Characterization of the mouse transforming growth factor gene: Its expression during eyelid development and in waved 1 tissues

The spontaneous mouse waved 1 (wa1) mutation is allelic with the transforming growth factor α (TGF-α) gene and produces phenotypes similar to those of TGF-α knockout mice. Here, we show that TGF-α mRNA and protein levels are measurable in wa1 tissues but reduced 5- to 30-fold relative to wild type. Because the wa1-coding sequence is identical to that of the normal mRNA, wa1 is not a null mutation. Nuclear run-on analyses revealed decreased transcription of the TGF-α gene in wa1 tissues, but the sequence of a 3.2- kb 5' flanking fragment containing the promoter was unaltered.

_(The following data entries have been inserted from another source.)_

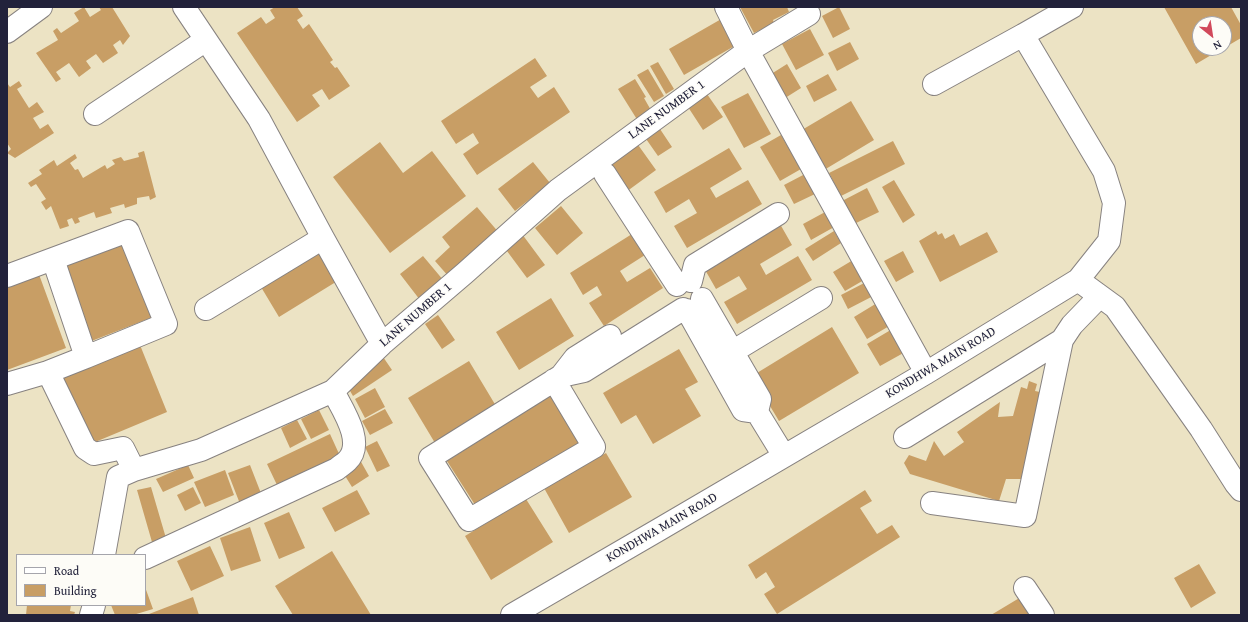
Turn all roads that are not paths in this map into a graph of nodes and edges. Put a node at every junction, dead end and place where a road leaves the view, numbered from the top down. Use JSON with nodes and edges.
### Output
{"nodes":[{"id":1,"x":41,"y":7,"type":"edge"},
{"id":2,"x":184,"y":7,"type":"edge"},
{"id":3,"x":726,"y":7,"type":"edge"},
{"id":4,"x":1072,"y":7,"type":"edge"},
{"id":5,"x":809,"y":14,"type":"dead end"},
{"id":6,"x":7,"y":32,"type":"edge"},
{"id":7,"x":1023,"y":35,"type":"junction"},
{"id":8,"x":206,"y":40,"type":"junction"},
{"id":9,"x":748,"y":51,"type":"junction"},
{"id":10,"x":934,"y":84,"type":"dead end"},
{"id":11,"x":95,"y":114,"type":"dead end"},
{"id":12,"x":605,"y":174,"type":"dead end"},
{"id":13,"x":778,"y":214,"type":"dead end"},
{"id":14,"x":323,"y":238,"type":"junction"},
{"id":15,"x":53,"y":259,"type":"junction"},
{"id":16,"x":7,"y":276,"type":"edge"},
{"id":17,"x":1078,"y":280,"type":"junction"},
{"id":18,"x":1100,"y":296,"type":"junction"},
{"id":19,"x":686,"y":297,"type":"junction"},
{"id":20,"x":821,"y":298,"type":"dead end"},
{"id":21,"x":206,"y":308,"type":"dead end"},
{"id":22,"x":1062,"y":340,"type":"junction"},
{"id":23,"x":382,"y":344,"type":"junction"},
{"id":24,"x":732,"y":352,"type":"junction"},
{"id":25,"x":86,"y":357,"type":"junction"},
{"id":26,"x":48,"y":372,"type":"junction"},
{"id":27,"x":926,"y":373,"type":"junction"},
{"id":28,"x":558,"y":378,"type":"junction"},
{"id":29,"x":7,"y":384,"type":"edge"},
{"id":30,"x":333,"y":391,"type":"junction"},
{"id":31,"x":757,"y":412,"type":"junction"},
{"id":32,"x":905,"y":437,"type":"dead end"},
{"id":33,"x":784,"y":456,"type":"junction"},
{"id":34,"x":134,"y":470,"type":"junction"},
{"id":35,"x":1241,"y":490,"type":"edge"},
{"id":36,"x":932,"y":503,"type":"dead end"},
{"id":37,"x":104,"y":554,"type":"edge"},
{"id":38,"x":146,"y":558,"type":"edge"},
{"id":39,"x":1025,"y":588,"type":"dead end"},
{"id":40,"x":512,"y":615,"type":"edge"},
{"id":41,"x":1043,"y":615,"type":"edge"}],
"edges":[{"from":1,"to":6,"type":"street"},
{"from":2,"to":8,"type":"street"},
{"from":3,"to":9,"type":"street"},
{"from":4,"to":7,"type":"street"},
{"from":5,"to":9,"type":"street","name":"LANE NUMBER 1"},
{"from":7,"to":10,"type":"street"},
{"from":7,"to":17,"type":"street","name":"KONDHWA MAIN ROAD"},
{"from":8,"to":11,"type":"street"},
{"from":8,"to":14,"type":"street"},
{"from":9,"to":23,"type":"street","name":"LANE NUMBER 1"},
{"from":9,"to":27,"type":"street"},
{"from":12,"to":19,"type":"street"},
{"from":13,"to":19,"type":"street"},
{"from":14,"to":21,"type":"street"},
{"from":14,"to":23,"type":"street"},
{"from":15,"to":16,"type":"street"},
{"from":15,"to":25,"type":"street"},
{"from":15,"to":25,"type":"street"},
{"from":17,"to":18,"type":"street"},
{"from":17,"to":27,"type":"street","name":"KONDHWA MAIN ROAD"},
{"from":18,"to":22,"type":"street"},
{"from":18,"to":35,"type":"street"},
{"from":19,"to":24,"type":"street"},
{"from":19,"to":28,"type":"street"},
{"from":19,"to":31,"type":"street"},
{"from":20,"to":24,"type":"street"},
{"from":22,"to":32,"type":"street"},
{"from":22,"to":36,"type":"street"},
{"from":23,"to":30,"type":"street","name":"LANE NUMBER 1"},
{"from":24,"to":31,"type":"street"},
{"from":25,"to":26,"type":"street"},
{"from":26,"to":29,"type":"street"},
{"from":26,"to":34,"type":"street"},
{"from":27,"to":33,"type":"street","name":"KONDHWA MAIN ROAD"},
{"from":28,"to":28,"type":"street"},
{"from":30,"to":34,"type":"street","name":"LANE NUMBER 1"},
{"from":30,"to":38,"type":"street"},
{"from":31,"to":33,"type":"street"},
{"from":33,"to":40,"type":"street","name":"KONDHWA MAIN ROAD"},
{"from":34,"to":37,"type":"street","name":"LANE NUMBER 1"},
{"from":39,"to":41,"type":"street"}]}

Moreover, pulsed field gel electrophoresis analysis did not reveal alterations within 750 kb upstream or 350 kb downstream of the gene, and chromosome 6 was karyotypically normal. Hence, we speculate that the wa1 mutation may be subtle and/or reside at a greater distance from the TGF-α gene. TGF-α deficiency elicits a spectrum of variably penetrant eye anomalies in wa1 and knockout mice that are associated with open eyes at birth. We found that late-gestation wa1 and TGF-α-null embryos display a significant delay in eyelid closure, although the eyes of most embryos fuse prior to birth. In situ hybridization localized TGF-α expression to the advancing margins of the eyelid epithelium and epidermal growth factor receptor expression throughout the eyelid and corneal epithelia. These results suggest that eye problems observed in TGF-α-deficient adult mice arise from premature exposure and trauma to open eyes during or following parturition.